40分ほどの演説は力強く、さながら検察官による「トランプ氏への冒頭陳述」のような印象も受けた。トランプ氏を何度も名指しして批判も繰り広げたカマラ・ハリス氏の指名受諾演説。ハリス氏は「アメリカの未来のための戦いだ」と強調した。
ハリス氏「全てのアメリカ人のための大統領になる」
大歓声を受けて登場したハリス氏の演説は、まず自身の生い立ちを振り返るところから始まった。検察官だった経歴に触れ、ハリス氏は「人々のために働いてきた」「党や人種や性別に関係なく働いてきた」としたうえで「私は全てのアメリカ人のための大統領になる」と強く訴えた。
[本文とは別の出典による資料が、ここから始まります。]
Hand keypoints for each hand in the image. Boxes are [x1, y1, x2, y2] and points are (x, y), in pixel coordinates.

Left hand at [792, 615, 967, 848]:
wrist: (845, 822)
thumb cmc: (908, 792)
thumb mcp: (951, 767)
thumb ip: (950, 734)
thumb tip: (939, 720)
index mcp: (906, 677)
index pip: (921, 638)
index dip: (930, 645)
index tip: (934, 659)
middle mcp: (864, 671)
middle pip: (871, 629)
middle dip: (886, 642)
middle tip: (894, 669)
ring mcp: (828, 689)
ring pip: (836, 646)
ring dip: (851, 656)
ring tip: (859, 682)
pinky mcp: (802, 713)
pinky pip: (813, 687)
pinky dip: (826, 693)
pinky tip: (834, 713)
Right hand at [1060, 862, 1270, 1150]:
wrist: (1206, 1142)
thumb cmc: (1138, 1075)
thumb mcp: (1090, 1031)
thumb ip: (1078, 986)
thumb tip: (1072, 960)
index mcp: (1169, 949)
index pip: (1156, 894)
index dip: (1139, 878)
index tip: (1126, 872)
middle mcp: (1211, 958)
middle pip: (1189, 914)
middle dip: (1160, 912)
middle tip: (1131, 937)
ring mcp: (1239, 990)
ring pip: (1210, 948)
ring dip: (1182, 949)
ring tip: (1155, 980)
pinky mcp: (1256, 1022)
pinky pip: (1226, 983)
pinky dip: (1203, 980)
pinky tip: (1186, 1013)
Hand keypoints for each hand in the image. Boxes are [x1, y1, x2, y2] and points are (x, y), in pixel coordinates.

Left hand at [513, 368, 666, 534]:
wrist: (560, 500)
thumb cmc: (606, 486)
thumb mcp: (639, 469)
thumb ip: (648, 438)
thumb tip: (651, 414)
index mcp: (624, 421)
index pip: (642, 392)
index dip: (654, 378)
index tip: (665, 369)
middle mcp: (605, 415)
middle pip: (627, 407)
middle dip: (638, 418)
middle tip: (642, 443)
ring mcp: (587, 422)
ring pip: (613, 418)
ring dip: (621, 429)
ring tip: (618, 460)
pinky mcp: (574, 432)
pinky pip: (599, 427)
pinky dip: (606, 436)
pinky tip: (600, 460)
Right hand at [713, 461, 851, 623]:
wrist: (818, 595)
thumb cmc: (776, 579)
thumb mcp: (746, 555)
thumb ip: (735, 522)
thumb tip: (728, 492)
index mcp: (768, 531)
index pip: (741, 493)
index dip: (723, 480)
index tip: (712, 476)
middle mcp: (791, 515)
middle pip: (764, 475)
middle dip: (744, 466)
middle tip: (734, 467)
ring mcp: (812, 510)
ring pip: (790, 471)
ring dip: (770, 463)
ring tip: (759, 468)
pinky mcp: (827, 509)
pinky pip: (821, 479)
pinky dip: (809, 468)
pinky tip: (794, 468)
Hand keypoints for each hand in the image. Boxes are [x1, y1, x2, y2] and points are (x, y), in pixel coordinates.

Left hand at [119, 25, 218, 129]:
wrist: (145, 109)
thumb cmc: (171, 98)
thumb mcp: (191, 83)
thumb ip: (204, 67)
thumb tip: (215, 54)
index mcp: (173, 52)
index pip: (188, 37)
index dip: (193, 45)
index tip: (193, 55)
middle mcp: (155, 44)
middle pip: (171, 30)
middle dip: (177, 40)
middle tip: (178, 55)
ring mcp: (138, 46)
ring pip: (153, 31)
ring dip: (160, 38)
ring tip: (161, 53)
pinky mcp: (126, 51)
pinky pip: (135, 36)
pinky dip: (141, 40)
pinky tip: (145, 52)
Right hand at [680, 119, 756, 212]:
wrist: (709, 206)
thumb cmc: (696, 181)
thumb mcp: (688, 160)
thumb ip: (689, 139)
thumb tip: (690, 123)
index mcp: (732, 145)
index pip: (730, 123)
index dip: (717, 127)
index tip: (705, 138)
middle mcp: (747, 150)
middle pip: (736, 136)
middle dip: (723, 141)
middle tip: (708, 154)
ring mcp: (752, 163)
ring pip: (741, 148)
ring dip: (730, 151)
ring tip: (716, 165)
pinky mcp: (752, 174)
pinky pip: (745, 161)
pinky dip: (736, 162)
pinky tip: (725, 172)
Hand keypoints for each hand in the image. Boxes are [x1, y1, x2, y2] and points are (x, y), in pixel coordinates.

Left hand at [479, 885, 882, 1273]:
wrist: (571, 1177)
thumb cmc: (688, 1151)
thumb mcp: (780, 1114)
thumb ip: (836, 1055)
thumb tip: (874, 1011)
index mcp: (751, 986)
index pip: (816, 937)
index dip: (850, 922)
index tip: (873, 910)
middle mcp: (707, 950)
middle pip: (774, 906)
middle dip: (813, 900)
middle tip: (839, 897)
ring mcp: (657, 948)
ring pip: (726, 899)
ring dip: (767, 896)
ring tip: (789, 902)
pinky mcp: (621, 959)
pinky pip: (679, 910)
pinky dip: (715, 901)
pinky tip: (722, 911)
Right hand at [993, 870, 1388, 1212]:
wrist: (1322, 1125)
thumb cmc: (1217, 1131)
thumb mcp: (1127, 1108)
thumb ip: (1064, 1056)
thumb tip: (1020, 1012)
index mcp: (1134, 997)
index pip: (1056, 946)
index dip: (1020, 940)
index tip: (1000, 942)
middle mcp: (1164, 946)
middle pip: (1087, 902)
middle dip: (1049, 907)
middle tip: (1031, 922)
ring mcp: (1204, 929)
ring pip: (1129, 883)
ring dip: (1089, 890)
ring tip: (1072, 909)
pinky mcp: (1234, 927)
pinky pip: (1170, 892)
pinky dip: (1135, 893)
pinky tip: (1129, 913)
この演説で注目していた点の一つが「トランプ氏に対峙する姿勢をどう示すか」というところだったが、かなりの“トランプ批判”をした。ハリス氏は主に、トランプ氏の過去の行為について糾弾。たとえば、前回の選挙結果を受け入れなかったことや「議会乱入事件」を止めようとしなかったこと、詐欺や女性暴行で有罪評決を受けたことへの批判を展開した。
そして、最近の演説で良く使うフレーズで、「我々は後ろに戻るのではなく、前に進むのだ」と訴えると会場からは大きな歓声が沸いた。
「金持ちの友人のために働いている」政策面でも“トランプ批判”
予備選挙をせずに大統領候補となったハリス氏にとって、政策面の主張をどのように国民に伝えるのかというのも一つの注目点だった。
まずハリス氏が演説で訴えたのは主に「中間層への経済政策」。
ハリス氏は「小さなビジネスに対しても差別をしないシステムを作る」、「住宅不足への対応」、「社会補償を守る」と自身の政策を話したうえで、トランプ氏への批判も展開。トランプ氏のことを「金持ちの友人のために働いている」とし、「私は中間層のために減税を行う」ということを訴えた。
また、外交面では「国際協調」を重視する考えを示し、「トランプ氏はNATOから脱退すると脅した」とチクリと刺した。